### Task:
In full and without error, repeat the entries below.
Content starts
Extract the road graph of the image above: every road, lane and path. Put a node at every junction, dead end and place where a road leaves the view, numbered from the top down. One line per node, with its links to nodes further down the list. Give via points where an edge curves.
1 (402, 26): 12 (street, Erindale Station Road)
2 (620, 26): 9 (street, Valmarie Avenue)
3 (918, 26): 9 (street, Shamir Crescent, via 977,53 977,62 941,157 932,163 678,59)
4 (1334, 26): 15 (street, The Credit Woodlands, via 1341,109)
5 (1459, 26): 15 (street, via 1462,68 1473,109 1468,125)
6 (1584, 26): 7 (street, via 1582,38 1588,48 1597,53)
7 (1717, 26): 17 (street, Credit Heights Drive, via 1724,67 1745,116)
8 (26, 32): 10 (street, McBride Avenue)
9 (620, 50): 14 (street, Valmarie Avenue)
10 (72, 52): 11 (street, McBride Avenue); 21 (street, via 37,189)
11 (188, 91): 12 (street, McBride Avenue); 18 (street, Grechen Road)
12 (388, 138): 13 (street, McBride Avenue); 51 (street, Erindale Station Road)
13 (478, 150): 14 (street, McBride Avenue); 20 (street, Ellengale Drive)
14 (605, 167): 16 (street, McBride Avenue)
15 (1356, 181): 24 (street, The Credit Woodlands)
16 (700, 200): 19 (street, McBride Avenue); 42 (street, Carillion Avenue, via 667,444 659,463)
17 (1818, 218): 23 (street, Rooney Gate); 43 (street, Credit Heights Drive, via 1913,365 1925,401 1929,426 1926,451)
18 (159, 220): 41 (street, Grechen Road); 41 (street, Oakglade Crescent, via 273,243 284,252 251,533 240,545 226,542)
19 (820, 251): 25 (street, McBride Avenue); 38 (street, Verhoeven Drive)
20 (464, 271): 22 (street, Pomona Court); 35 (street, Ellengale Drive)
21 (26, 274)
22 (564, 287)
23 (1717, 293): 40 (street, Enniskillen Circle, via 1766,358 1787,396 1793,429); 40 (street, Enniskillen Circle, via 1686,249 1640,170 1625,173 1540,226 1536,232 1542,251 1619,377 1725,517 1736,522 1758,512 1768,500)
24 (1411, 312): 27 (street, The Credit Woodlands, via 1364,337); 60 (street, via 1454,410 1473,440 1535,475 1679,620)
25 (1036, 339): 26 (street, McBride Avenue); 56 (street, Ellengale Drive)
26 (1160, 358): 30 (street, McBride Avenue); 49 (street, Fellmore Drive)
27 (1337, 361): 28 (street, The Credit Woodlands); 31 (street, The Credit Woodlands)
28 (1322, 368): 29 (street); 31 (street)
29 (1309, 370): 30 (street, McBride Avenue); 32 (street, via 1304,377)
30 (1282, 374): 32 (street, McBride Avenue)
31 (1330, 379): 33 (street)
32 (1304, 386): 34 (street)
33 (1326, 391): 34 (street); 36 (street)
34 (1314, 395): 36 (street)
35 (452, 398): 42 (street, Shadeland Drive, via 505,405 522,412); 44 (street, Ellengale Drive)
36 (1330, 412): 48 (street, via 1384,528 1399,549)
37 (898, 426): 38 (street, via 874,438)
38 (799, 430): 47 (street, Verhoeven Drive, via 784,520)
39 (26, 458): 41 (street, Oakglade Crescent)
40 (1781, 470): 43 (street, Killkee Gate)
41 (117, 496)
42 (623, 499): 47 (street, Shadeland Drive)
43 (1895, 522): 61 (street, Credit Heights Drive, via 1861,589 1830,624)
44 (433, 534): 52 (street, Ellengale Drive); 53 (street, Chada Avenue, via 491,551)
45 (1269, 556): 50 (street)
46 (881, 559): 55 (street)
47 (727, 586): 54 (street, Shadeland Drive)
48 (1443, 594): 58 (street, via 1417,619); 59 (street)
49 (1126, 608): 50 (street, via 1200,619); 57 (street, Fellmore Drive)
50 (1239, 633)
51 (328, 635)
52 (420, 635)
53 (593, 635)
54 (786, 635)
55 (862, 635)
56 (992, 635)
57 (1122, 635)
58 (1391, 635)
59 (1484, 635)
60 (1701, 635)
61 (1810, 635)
Content ends
### Answer box:
Extract the road graph of the image above: every road, lane and path. Put a node at every junction, dead end and place where a road leaves the view, numbered from the top down. One line per node, with its links to nodes further down the list. Give via points where an edge curves.
1 (402, 26): 12 (street, Erindale Station Road)
2 (620, 26): 9 (street, Valmarie Avenue)
3 (918, 26): 9 (street, Shamir Crescent, via 977,53 977,62 941,157 932,163 678,59)
4 (1334, 26): 15 (street, The Credit Woodlands, via 1341,109)
5 (1459, 26): 15 (street, via 1462,68 1473,109 1468,125)
6 (1584, 26): 7 (street, via 1582,38 1588,48 1597,53)
7 (1717, 26): 17 (street, Credit Heights Drive, via 1724,67 1745,116)
8 (26, 32): 10 (street, McBride Avenue)
9 (620, 50): 14 (street, Valmarie Avenue)
10 (72, 52): 11 (street, McBride Avenue); 21 (street, via 37,189)
11 (188, 91): 12 (street, McBride Avenue); 18 (street, Grechen Road)
12 (388, 138): 13 (street, McBride Avenue); 51 (street, Erindale Station Road)
13 (478, 150): 14 (street, McBride Avenue); 20 (street, Ellengale Drive)
14 (605, 167): 16 (street, McBride Avenue)
15 (1356, 181): 24 (street, The Credit Woodlands)
16 (700, 200): 19 (street, McBride Avenue); 42 (street, Carillion Avenue, via 667,444 659,463)
17 (1818, 218): 23 (street, Rooney Gate); 43 (street, Credit Heights Drive, via 1913,365 1925,401 1929,426 1926,451)
18 (159, 220): 41 (street, Grechen Road); 41 (street, Oakglade Crescent, via 273,243 284,252 251,533 240,545 226,542)
19 (820, 251): 25 (street, McBride Avenue); 38 (street, Verhoeven Drive)
20 (464, 271): 22 (street, Pomona Court); 35 (street, Ellengale Drive)
21 (26, 274)
22 (564, 287)
23 (1717, 293): 40 (street, Enniskillen Circle, via 1766,358 1787,396 1793,429); 40 (street, Enniskillen Circle, via 1686,249 1640,170 1625,173 1540,226 1536,232 1542,251 1619,377 1725,517 1736,522 1758,512 1768,500)
24 (1411, 312): 27 (street, The Credit Woodlands, via 1364,337); 60 (street, via 1454,410 1473,440 1535,475 1679,620)
25 (1036, 339): 26 (street, McBride Avenue); 56 (street, Ellengale Drive)
26 (1160, 358): 30 (street, McBride Avenue); 49 (street, Fellmore Drive)
27 (1337, 361): 28 (street, The Credit Woodlands); 31 (street, The Credit Woodlands)
28 (1322, 368): 29 (street); 31 (street)
29 (1309, 370): 30 (street, McBride Avenue); 32 (street, via 1304,377)
30 (1282, 374): 32 (street, McBride Avenue)
31 (1330, 379): 33 (street)
32 (1304, 386): 34 (street)
33 (1326, 391): 34 (street); 36 (street)
34 (1314, 395): 36 (street)
35 (452, 398): 42 (street, Shadeland Drive, via 505,405 522,412); 44 (street, Ellengale Drive)
36 (1330, 412): 48 (street, via 1384,528 1399,549)
37 (898, 426): 38 (street, via 874,438)
38 (799, 430): 47 (street, Verhoeven Drive, via 784,520)
39 (26, 458): 41 (street, Oakglade Crescent)
40 (1781, 470): 43 (street, Killkee Gate)
41 (117, 496)
42 (623, 499): 47 (street, Shadeland Drive)
43 (1895, 522): 61 (street, Credit Heights Drive, via 1861,589 1830,624)
44 (433, 534): 52 (street, Ellengale Drive); 53 (street, Chada Avenue, via 491,551)
45 (1269, 556): 50 (street)
46 (881, 559): 55 (street)
47 (727, 586): 54 (street, Shadeland Drive)
48 (1443, 594): 58 (street, via 1417,619); 59 (street)
49 (1126, 608): 50 (street, via 1200,619); 57 (street, Fellmore Drive)
50 (1239, 633)
51 (328, 635)
52 (420, 635)
53 (593, 635)
54 (786, 635)
55 (862, 635)
56 (992, 635)
57 (1122, 635)
58 (1391, 635)
59 (1484, 635)
60 (1701, 635)
61 (1810, 635)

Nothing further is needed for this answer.